Ilmu Pariwisata sebagai ilmu yang berhubungan dengan manusia sebagai mahluk sosial,  penelitian dengan metode kualitatif  lebih menarik, karena riset kualitatif bersifat naturalistik, dimana penelitian dilakukan sesuai dengan apa yang terjadi dilapangan. Maksudnya, peneliti bersikap terbuka terhadap apapun fenomena yang muncul di lapangan selama riset. Riset kualitatif juga bisa bersifat emergent, yaitu peneliti beradaptasi dengan lingkungan sosial yang ditelitinya. Riset kualitatif juga bertujuan pada subjek, artinya, orang-orang, kelompok, komunitas, atau masyarakat yang menjadi subjek penelitiannya menjadi suber informasi. Sampling dilakukan berdasarkan pengetahuan subjek terhadap fenomena, alih-alih melakukan generalisasi yang diambil dari sampel untuk diaplikasikan pada populasi

 

Ilmu dasar yang mendasari ilmu pariwisata

Ilmu pariwisata sebagai ilmu, ditetapkan 10 tahun lalu sehinggga ilmu ini masih tergolong baru, bahkan sebenarnya ilmu ini pun gabungan dari berbagai ilmu disiplin lain (Multidiciplin), banyak teorinya pun yang diambil dari ilmu lain untuk melengkapi ilmu pariwisata ini. Jadi ilmu pariwisata itu bukan ilmu disiplin yang berdiri sendiri.

Dari Aspek epistemologi pariwisata menunjuk pada cara-cara memperoleh kebenaran ilmiah atas objek ilmu pariwisata yang didasarkan pada suatu logika berpikir yang rasional, objektif dan dapat diuji secara empirik. Dalam memperoleh kebenaran ilmiah, yang telah dilakukan adalah (1) pendekatan sistem yang menekankan bahwa baik pergerakan wisatawan, aktivitas masyarakat yang memfasilitasnya maupun implikasi dari kedua-duanya terhadap kehidupan masyarakat secara luas, merupakan suatu kesatuan yang saling berhubungan atau pengaruh-mempengaruhi. Setiap pergerakan wisatawan selalu diikuti dengan penyediaan fasilitas wisata dan interaksi keduanya akan menimbulkan konsekuensi-konsekuensi logis di bidang ekonomi, sosial, budaya, ekologi bahkan politik sekalipun

Ilmu pariwisata tergolong dalam rumpun ilmu sosial. Pernyataan di atas, secara tidak langsung menegaskan adanya hubungan atau keterkaitan antara ilmu pariwisata dengan ilmu-ilmu lain yang menjadi cabang dari ilmu sosial yang memiliki karakteristik menitikberatkan segala hal yang berkaitan dengan manusia sebagai bahan kajian utamanya

Umumnya ada tujuh cabang Ilmu sosial yang dianggap cukup mewakili gambaran ilmu Pariwisata, yakni: Sosiologi, Antropologi, Sejarah, Ekonomi, Psilokogi, Politik, Geografi. Pada kenyataannya tentu saja tidak terbatas pada tujuh cabang ilmu yang tercantum diatas.

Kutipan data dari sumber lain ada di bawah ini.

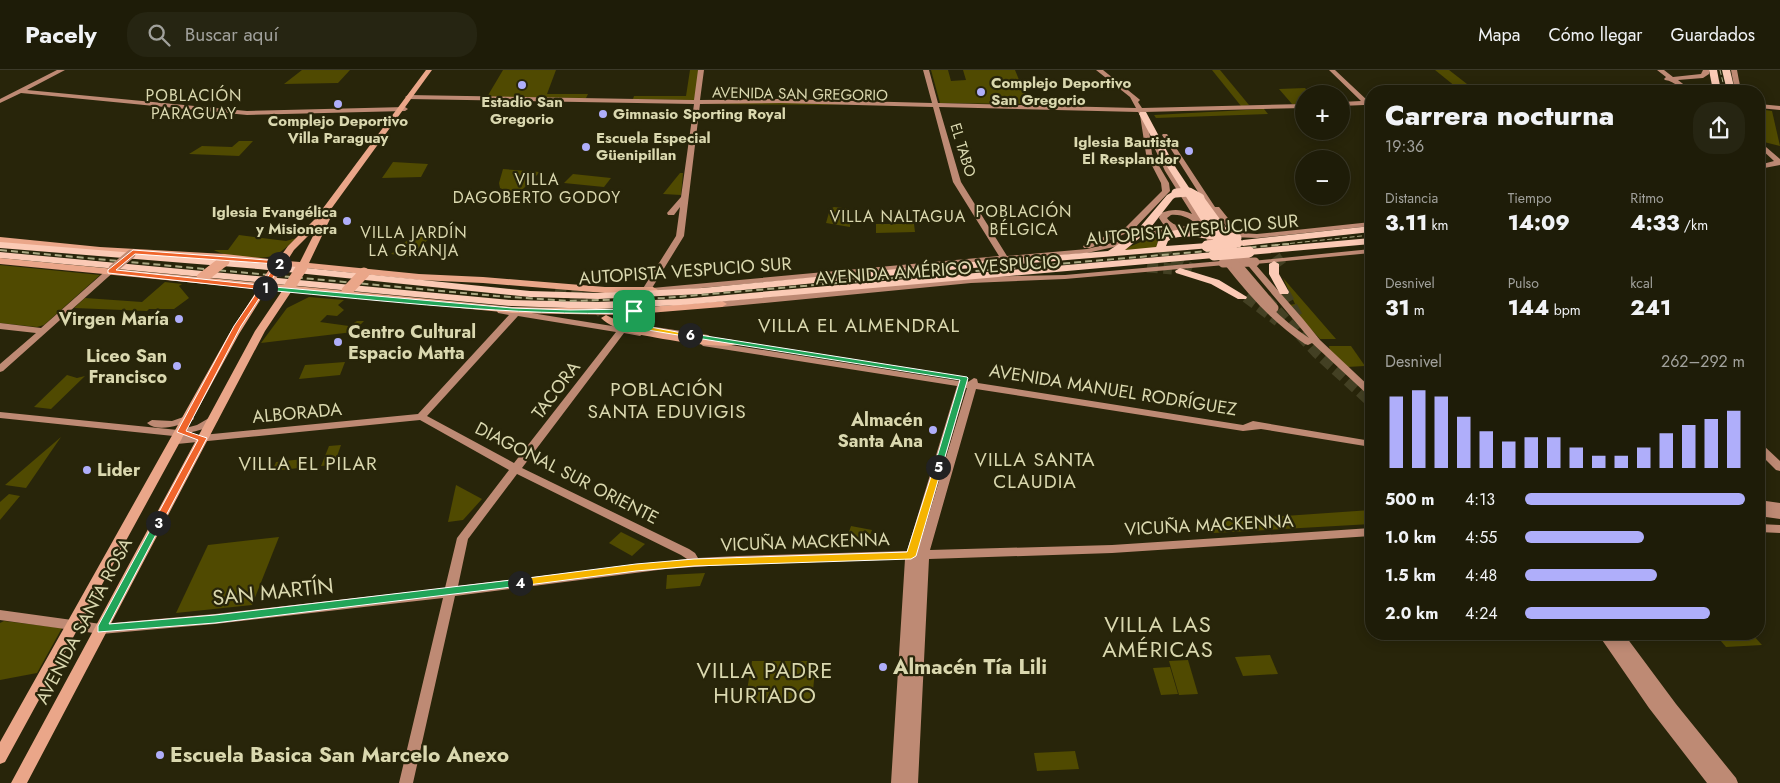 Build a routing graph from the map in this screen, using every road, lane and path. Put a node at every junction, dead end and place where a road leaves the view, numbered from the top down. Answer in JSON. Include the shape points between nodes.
{"nodes":[{"id":1,"x":62,"y":70,"type":"edge"},
{"id":2,"x":429,"y":70,"type":"edge"},
{"id":3,"x":434,"y":70,"type":"edge"},
{"id":4,"x":701,"y":70,"type":"edge"},
{"id":5,"x":926,"y":70,"type":"edge"},
{"id":6,"x":1099,"y":70,"type":"edge"},
{"id":7,"x":1332,"y":70,"type":"edge"},
{"id":8,"x":1655,"y":70,"type":"edge"},
{"id":9,"x":1660,"y":70,"type":"edge"},
{"id":10,"x":1706,"y":70,"type":"edge"},
{"id":11,"x":1713,"y":70,"type":"edge"},
{"id":12,"x":1726,"y":70,"type":"edge"},
{"id":13,"x":1734,"y":70,"type":"edge"},
{"id":14,"x":1668,"y":78,"type":"junction"},
{"id":15,"x":1677,"y":85,"type":"edge"},
{"id":16,"x":1679,"y":85,"type":"edge"},
{"id":17,"x":1716,"y":85,"type":"edge"},
{"id":18,"x":1730,"y":85,"type":"edge"},
{"id":19,"x":1737,"y":85,"type":"edge"},
{"id":20,"x":19,"y":91,"type":"junction"},
{"id":21,"x":410,"y":98,"type":"junction"},
{"id":22,"x":0,"y":100,"type":"edge"},
{"id":23,"x":1365,"y":100,"type":"edge"},
{"id":24,"x":697,"y":104,"type":"junction"},
{"id":25,"x":1350,"y":104,"type":"edge"},
{"id":26,"x":1365,"y":105,"type":"edge"},
{"id":27,"x":1295,"y":106,"type":"edge"},
{"id":28,"x":1765,"y":106,"type":"edge"},
{"id":29,"x":936,"y":107,"type":"junction"},
{"id":30,"x":1780,"y":108,"type":"edge"},
{"id":31,"x":402,"y":109,"type":"junction"},
{"id":32,"x":1146,"y":114,"type":"junction"},
{"id":33,"x":1165,"y":135,"type":"joint"},
{"id":34,"x":1765,"y":150,"type":"edge"},
{"id":35,"x":1765,"y":154,"type":"edge"},
{"id":36,"x":1778,"y":164,"type":"edge"},
{"id":37,"x":1765,"y":166,"type":"edge"},
{"id":38,"x":1186,"y":169,"type":"junction"},
{"id":39,"x":684,"y":198,"type":"junction"},
{"id":40,"x":671,"y":212,"type":"dead end"},
{"id":41,"x":1365,"y":225,"type":"edge"},
{"id":42,"x":1180,"y":228,"type":"junction"},
{"id":43,"x":1199,"y":229,"type":"junction"},
{"id":44,"x":1365,"y":230,"type":"edge"},
{"id":45,"x":1142,"y":235,"type":"dead end"},
{"id":46,"x":0,"y":240,"type":"edge"},
{"id":47,"x":1124,"y":242,"type":"dead end"},
{"id":48,"x":1365,"y":242,"type":"edge"},
{"id":49,"x":0,"y":245,"type":"edge"},
{"id":50,"x":1365,"y":247,"type":"edge"},
{"id":51,"x":1161,"y":248,"type":"dead end"},
{"id":52,"x":1365,"y":251,"type":"edge"},
{"id":53,"x":288,"y":252,"type":"junction"},
{"id":54,"x":1239,"y":252,"type":"junction"},
{"id":55,"x":132,"y":253,"type":"junction"},
{"id":56,"x":0,"y":255,"type":"edge"},
{"id":57,"x":1073,"y":255,"type":"junction"},
{"id":58,"x":1285,"y":256,"type":"tunnel mouth"},
{"id":59,"x":234,"y":258,"type":"junction"},
{"id":60,"x":1004,"y":258,"type":"junction"},
{"id":61,"x":0,"y":260,"type":"edge"},
{"id":62,"x":262,"y":261,"type":"junction"},
{"id":63,"x":34,"y":264,"type":"joint"},
{"id":64,"x":279,"y":264,"type":"junction"},
{"id":65,"x":1274,"y":264,"type":"dead end"},
{"id":66,"x":303,"y":266,"type":"junction"},
{"id":67,"x":1147,"y":267,"type":"tunnel mouth"},
{"id":68,"x":1192,"y":269,"type":"tunnel mouth"},
{"id":69,"x":1180,"y":270,"type":"tunnel mouth"},
{"id":70,"x":112,"y":271,"type":"junction"},
{"id":71,"x":364,"y":272,"type":"junction"},
{"id":72,"x":1012,"y":273,"type":"junction"},
{"id":73,"x":419,"y":277,"type":"junction"},
{"id":74,"x":202,"y":280,"type":"junction"},
{"id":75,"x":781,"y":283,"type":"junction"},
{"id":76,"x":264,"y":286,"type":"junction"},
{"id":77,"x":848,"y":286,"type":"junction"},
{"id":78,"x":288,"y":288,"type":"junction"},
{"id":79,"x":650,"y":290,"type":"junction"},
{"id":80,"x":307,"y":291,"type":"junction"},
{"id":81,"x":555,"y":291,"type":"tunnel mouth"},
{"id":82,"x":1284,"y":292,"type":"tunnel mouth"},
{"id":83,"x":335,"y":293,"type":"junction"},
{"id":84,"x":277,"y":304,"type":"junction"},
{"id":85,"x":722,"y":304,"type":"junction"},
{"id":86,"x":1277,"y":307,"type":"junction"},
{"id":87,"x":488,"y":308,"type":"junction"},
{"id":88,"x":634,"y":311,"type":"junction"},
{"id":89,"x":515,"y":314,"type":"junction"},
{"id":90,"x":606,"y":318,"type":"tunnel mouth"},
{"id":91,"x":0,"y":326,"type":"edge"},
{"id":92,"x":43,"y":331,"type":"junction"},
{"id":93,"x":621,"y":331,"type":"junction"},
{"id":94,"x":733,"y":343,"type":"junction"},
{"id":95,"x":1312,"y":343,"type":"junction"},
{"id":96,"x":0,"y":369,"type":"edge"},
{"id":97,"x":968,"y":382,"type":"junction"},
{"id":98,"x":1365,"y":388,"type":"edge"},
{"id":99,"x":1365,"y":395,"type":"edge"},
{"id":100,"x":0,"y":408,"type":"edge"},
{"id":101,"x":0,"y":415,"type":"edge"},
{"id":102,"x":421,"y":417,"type":"junction"},
{"id":103,"x":189,"y":418,"type":"junction"},
{"id":104,"x":213,"y":420,"type":"junction"},
{"id":105,"x":100,"y":421,"type":"junction"},
{"id":106,"x":179,"y":436,"type":"junction"},
{"id":107,"x":203,"y":438,"type":"junction"},
{"id":108,"x":1365,"y":443,"type":"edge"},
{"id":109,"x":1765,"y":453,"type":"edge"},
{"id":110,"x":1780,"y":467,"type":"edge"},
{"id":111,"x":516,"y":469,"type":"junction"},
{"id":112,"x":1765,"y":505,"type":"edge"},
{"id":113,"x":1780,"y":507,"type":"edge"},
{"id":114,"x":1765,"y":513,"type":"edge"},
{"id":115,"x":1780,"y":515,"type":"edge"},
{"id":116,"x":1765,"y":528,"type":"edge"},
{"id":117,"x":1780,"y":529,"type":"edge"},
{"id":118,"x":1365,"y":532,"type":"edge"},
{"id":119,"x":917,"y":555,"type":"junction"},
{"id":120,"x":694,"y":563,"type":"junction"},
{"id":121,"x":450,"y":592,"type":"junction"},
{"id":122,"x":0,"y":616,"type":"edge"},
{"id":123,"x":72,"y":626,"type":"junction"},
{"id":124,"x":101,"y":629,"type":"junction"},
{"id":125,"x":1608,"y":640,"type":"edge"},
{"id":126,"x":1621,"y":640,"type":"edge"},
{"id":127,"x":0,"y":758,"type":"edge"},
{"id":128,"x":19,"y":783,"type":"edge"},
{"id":129,"x":406,"y":783,"type":"edge"},
{"id":130,"x":898,"y":783,"type":"edge"},
{"id":131,"x":911,"y":783,"type":"edge"},
{"id":132,"x":1715,"y":783,"type":"edge"},
{"id":133,"x":1731,"y":783,"type":"edge"}],
"edges":[{"from":1,"to":20,"type":"main road"},
{"from":2,"to":21,"type":"main road","name":"AVENIDA SANTA ROSA"},
{"from":3,"to":21,"type":"main road","name":"AVENIDA SANTA ROSA"},
{"from":4,"to":24,"type":"main road"},
{"from":5,"to":29,"type":"main road","name":"EL TABO"},
{"from":6,"to":32,"type":"main road","via":[[1132,96]]},
{"from":7,"to":23,"type":"main road"},
{"from":8,"to":14,"type":"main road"},
{"from":9,"to":14,"type":"main road"},
{"from":10,"to":14,"type":"main road","via":[[1706,74],[1700,77]]},
{"from":11,"to":17,"type":"highway"},
{"from":12,"to":18,"type":"highway"},
{"from":13,"to":19,"type":"main road"},
{"from":14,"to":15,"type":"main road"},
{"from":14,"to":16,"type":"main road"},
{"from":20,"to":22,"type":"main road"},
{"from":20,"to":31,"type":"main road","via":[[246,112]]},
{"from":21,"to":24,"type":"main road","name":"AVENIDA SAN GREGORIO"},
{"from":21,"to":31,"type":"main road","name":"AVENIDA SANTA ROSA"},
{"from":24,"to":29,"type":"main road","name":"AVENIDA SAN GREGORIO"},
{"from":24,"to":39,"type":"main road"},
{"from":25,"to":26,"type":"main road"},
{"from":27,"to":32,"type":"main road","name":"AVENIDA SAN GREGORIO"},
{"from":28,"to":30,"type":"main road"},
{"from":29,"to":32,"type":"main road","name":"AVENIDA SAN GREGORIO"},
{"from":29,"to":60,"type":"main road","name":"EL TABO","via":[[957,184]]},
{"from":31,"to":53,"type":"main road","name":"AVENIDA SANTA ROSA","via":[[318,221]]},
{"from":31,"to":66,"type":"main road","name":"AVENIDA SANTA ROSA","via":[[324,222]]},
{"from":32,"to":33,"type":"highway"},
{"from":32,"to":43,"type":"main road","via":[[1163,161]]},
{"from":32,"to":54,"type":"highway","via":[[1176,176],[1204,220]]},
{"from":32,"to":57,"type":"main road","via":[[1150,156],[1166,185],[1165,193],[1127,230]]},
{"from":33,"to":38,"type":"main road"},
{"from":34,"to":36,"type":"main road"},
{"from":35,"to":36,"type":"main road"},
{"from":36,"to":37,"type":"main road"},
{"from":38,"to":54,"type":"main road","via":[[1222,217]]},
{"from":38,"to":95,"type":"main road","via":[[1258,275],[1299,319]]},
{"from":39,"to":40,"type":"main road"},
{"from":39,"to":79,"type":"main road","via":[[680,237]]},
{"from":41,"to":54,"type":"main road","name":"AVENIDA AMÉRICO VESPUCIO","via":[[1269,235]]},
{"from":42,"to":43,"type":"main road"},
{"from":42,"to":43,"type":"main road","via":[[1166,223],[1164,215],[1173,212],[1185,214]]},
{"from":42,"to":45,"type":"main road"},
{"from":43,"to":51,"type":"highway","via":[[1170,235],[1163,240]]},
{"from":43,"to":54,"type":"highway","bridge":true},
{"from":43,"to":95,"type":"main road","via":[[1258,298],[1287,327]]},
{"from":44,"to":54,"type":"highway","name":"AUTOPISTA VESPUCIO SUR","via":[[1293,239]]},
{"from":46,"to":55,"type":"main road","name":"AVENIDA AMÉRICO VESPUCIO"},
{"from":47,"to":57,"type":"main road","name":"AVENIDA AMÉRICO VESPUCIO"},
{"from":48,"to":54,"type":"highway","name":"AUTOPISTA VESPUCIO SUR"},
{"from":49,"to":75,"type":"highway","name":"AUTOPISTA VESPUCIO SUR","via":[[566,296],[656,294]]},
{"from":50,"to":58,"type":"highway"},
{"from":52,"to":54,"type":"main road","name":"AVENIDA AMÉRICO VESPUCIO"},
{"from":53,"to":62,"type":"main road"},
{"from":53,"to":64,"type":"main road","name":"AVENIDA SANTA ROSA"},
{"from":54,"to":57,"type":"highway","name":"AUTOPISTA VESPUCIO SUR","bridge":true,"via":[[1207,246]]},
{"from":54,"to":57,"type":"highway","bridge":true,"via":[[1200,198],[1189,192],[1170,196],[1126,245],[1114,251]]},
{"from":54,"to":72,"type":"highway","name":"AUTOPISTA VESPUCIO SUR","bridge":true},
{"from":54,"to":85,"type":"main road","name":"AVENIDA AMÉRICO VESPUCIO","via":[[1065,277],[982,279]]},
{"from":54,"to":86,"type":"main road"},
{"from":54,"to":86,"type":"main road","bridge":true,"via":[[1239,267]]},
{"from":55,"to":59,"type":"main road","name":"AVENIDA AMÉRICO VESPUCIO"},
{"from":55,"to":70,"type":"main road","bridge":true},
{"from":56,"to":77,"type":"highway","name":"AUTOPISTA VESPUCIO SUR","via":[[560,306],[646,305]]},
{"from":57,"to":60,"type":"main road","name":"AVENIDA AMÉRICO VESPUCIO"},
{"from":57,"to":75,"type":"highway","name":"AUTOPISTA VESPUCIO SUR"},
{"from":59,"to":62,"type":"main road","name":"AVENIDA AMÉRICO VESPUCIO"},
{"from":59,"to":74,"type":"main road","bridge":true,"via":[[224,260]]},
{"from":60,"to":79,"type":"main road","name":"AVENIDA AMÉRICO VESPUCIO"},
{"from":61,"to":63,"type":"highway"},
{"from":62,"to":64,"type":"main road","name":"AVENIDA AMÉRICO VESPUCIO"},
{"from":63,"to":70,"type":"main road","name":"AVENIDA AMÉRICO VESPUCIO"},
{"from":64,"to":66,"type":"main road","name":"AVENIDA AMÉRICO VESPUCIO"},
{"from":64,"to":76,"type":"main road","name":"AVENIDA SANTA ROSA","bridge":true},
{"from":65,"to":82,"type":"highway","via":[[1274,274]]},
{"from":66,"to":71,"type":"main road","name":"AVENIDA AMÉRICO VESPUCIO"},
{"from":66,"to":78,"type":"main road","name":"AVENIDA SANTA ROSA","bridge":true},
{"from":67,"to":72,"type":"highway","via":[[1056,274]]},
{"from":68,"to":69,"type":"highway","via":[[1221,281],[1244,297],[1215,282]]},
{"from":70,"to":74,"type":"main road","name":"AVENIDA AMÉRICO VESPUCIO"},
{"from":70,"to":92,"type":"main road"},
{"from":71,"to":73,"type":"main road","name":"AVENIDA AMÉRICO VESPUCIO"},
{"from":71,"to":83,"type":"main road","bridge":true,"via":[[347,291]]},
{"from":72,"to":77,"type":"highway","name":"AUTOPISTA VESPUCIO SUR"},
{"from":73,"to":79,"type":"main road","name":"AVENIDA AMÉRICO VESPUCIO","via":[[597,290]]},
{"from":73,"to":81,"type":"main road"},
{"from":74,"to":76,"type":"main road","name":"AVENIDA AMÉRICO VESPUCIO"},
{"from":75,"to":79,"type":"highway"},
{"from":76,"to":78,"type":"main road","name":"AVENIDA AMÉRICO VESPUCIO"},
{"from":76,"to":103,"type":"main road","name":"AVENIDA SANTA ROSA"},
{"from":77,"to":85,"type":"highway"},
{"from":78,"to":80,"type":"main road","name":"AVENIDA AMÉRICO VESPUCIO"},
{"from":78,"to":84,"type":"main road","name":"AVENIDA SANTA ROSA"},
{"from":80,"to":83,"type":"main road","name":"AVENIDA AMÉRICO VESPUCIO"},
{"from":80,"to":84,"type":"main road"},
{"from":83,"to":87,"type":"main road","name":"AVENIDA AMÉRICO VESPUCIO"},
{"from":84,"to":104,"type":"main road","name":"AVENIDA SANTA ROSA"},
{"from":85,"to":88,"type":"main road","name":"AVENIDA AMÉRICO VESPUCIO"},
{"from":86,"to":95,"type":"main road"},
{"from":87,"to":88,"type":"main road","name":"AVENIDA AMÉRICO VESPUCIO"},
{"from":87,"to":89,"type":"main road","name":"AVENIDA MANUEL RODRÍGUEZ"},
{"from":88,"to":94,"type":"main road","name":"AVENIDA MANUEL RODRÍGUEZ","via":[[629,322],[632,326]]},
{"from":89,"to":93,"type":"main road","name":"AVENIDA MANUEL RODRÍGUEZ"},
{"from":89,"to":102,"type":"main road"},
{"from":90,"to":94,"type":"main road","via":[[632,330]]},
{"from":91,"to":92,"type":"main road"},
{"from":92,"to":96,"type":"main road"},
{"from":93,"to":97,"type":"main road","name":"AVENIDA MANUEL RODRÍGUEZ"},
{"from":93,"to":111,"type":"main road","name":"TACORA"},
{"from":94,"to":97,"type":"main road","name":"AVENIDA MANUEL RODRÍGUEZ"},
{"from":95,"to":98,"type":"main road"},
{"from":95,"to":99,"type":"main road"},
{"from":97,"to":108,"type":"main road","name":"AVENIDA MANUEL RODRÍGUEZ","via":[[1158,411],[1243,428],[1258,426]]},
{"from":97,"to":119,"type":"main road"},
{"from":100,"to":105,"type":"main road"},
{"from":101,"to":105,"type":"main road"},
{"from":102,"to":107,"type":"main road","name":"ALBORADA"},
{"from":102,"to":111,"type":"main road","name":"DIAGONAL SUR ORIENTE"},
{"from":103,"to":105,"type":"main road","via":[[170,424]]},
{"from":103,"to":106,"type":"main road","name":"AVENIDA SANTA ROSA"},
{"from":104,"to":106,"type":"main road"},
{"from":104,"to":107,"type":"main road","name":"AVENIDA SANTA ROSA"},
{"from":105,"to":106,"type":"main road"},
{"from":106,"to":107,"type":"main road","name":"ALBORADA"},
{"from":106,"to":123,"type":"main road","name":"AVENIDA SANTA ROSA"},
{"from":107,"to":124,"type":"main road","name":"AVENIDA SANTA ROSA"},
{"from":109,"to":110,"type":"main road"},
{"from":111,"to":120,"type":"main road","name":"DIAGONAL SUR ORIENTE","via":[[685,552]]},
{"from":111,"to":121,"type":"main road","name":"TACORA","via":[[466,534],[460,546]]},
{"from":112,"to":113,"type":"main road"},
{"from":114,"to":115,"type":"main road"},
{"from":116,"to":117,"type":"main road"},
{"from":118,"to":119,"type":"main road","name":"VICUÑA MACKENNA","via":[[1118,548]]},
{"from":119,"to":120,"type":"main road","name":"VICUÑA MACKENNA"},
{"from":119,"to":130,"type":"main road"},
{"from":119,"to":131,"type":"main road"},
{"from":120,"to":121,"type":"main road","name":"VICUÑA MACKENNA"},
{"from":121,"to":124,"type":"main road","name":"SAN MARTÍN"},
{"from":121,"to":129,"type":"main road","name":"TACORA"},
{"from":122,"to":123,"type":"main road"},
{"from":123,"to":124,"type":"main road"},
{"from":123,"to":127,"type":"main road","name":"AVENIDA SANTA ROSA"},
{"from":124,"to":128,"type":"main road","name":"AVENIDA SANTA ROSA"},
{"from":125,"to":132,"type":"main road"},
{"from":126,"to":133,"type":"main road"}]}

Ilmu Pariwisata ternyata punya kaitan erat  dengan Ilmu Sosiologi, karena Ilmu Sosiologi mempunyai perhatian lebih dalam mengkaji gejala-gejala yang terjadi di masyarakat. Fenomena semacam hubungan manusia dengan manusia lainnya, yang biasa menjadi bagian dari kajian Ilmu Sosiologi, mudah sekali dilihat dalam aktivitas pariwisata.

Sebagai contoh, hal-hal semacam prilaku wisatawan di kawasan wisata, baik Wisatawan Mancanegara (Wisman), Wisatawan Nusantara (Wisnus) maupun Wisatawan Nasional (Wisnas). Sepertinya belum mendapat perhatian besar dari para peneliti pariwisata Indonesia. Selama ini lebih banyak menekankan pada prilaku penduduk setempat (Host) yang menjadi subjek dari pariwisata dengan berbagai program Sapta Pesona, Pokdarwis, Genpi, dll. Pertanyaannya adalah bagaimana kita mengedukasi wisatawan kita? Adakah program pemerintah untuk itu?

Jumlah Wisatawan  di Indonesia

Ketika membicarakan pariwisata Indonesia, kebanyakan dari kita hanya berfokus melihat Wisman sebagai ujung tombak kesuksesan untuk meraup devisa sebanyak-banyaknya. Namun, jarang terdapat pembahasan/penelitian mengenai pelancong-pelancong Indonesia atau kita sebut Wisatawan Nasional yang berpelesiran ke luar negeri. Padahal jika dihitung hasil akhir, devisa yang didapat dari kunjungan wisman menjadi 'percuma' jika tergerus oleh uang yang dihabiskan Wisnas di luar negeri.

Tidak salah memang mengukur keberhasilan dan keuntungan dari wisman yang datang ke dalam negeri. Bagaimanapun, mereka mencetak devisa yang tinggi bagi Indonesia. Sayangnya, di dalam target pengembangan pariwisata, tolok ukur yang paling sering didengungkan adalah pertumbuhan kunjungan wisman. Kemenpar mematok target wisman pada 2019 bisa mencapai 20 juta orang.

Data Laporan Neraca Keuangan yang dikeluarkan Bank Indonesia tahun 2016 menunjukkan bahwa dari 12,02 juta wisman yang datang ke Indonesia, menghasilkan pendapatan sebesar US$12,2 miliar. Para wisman menjadi incaran pemerintah untuk pariwisata tak lain karena pengeluaran mereka yang cukup besar selama berlibur di Indonesia. Kemenpar mencatat, pada tahun 2016 saja, rata-rata wisman yang berwisata di nusantara menghabiskan dana US$1.103 per kunjungannya.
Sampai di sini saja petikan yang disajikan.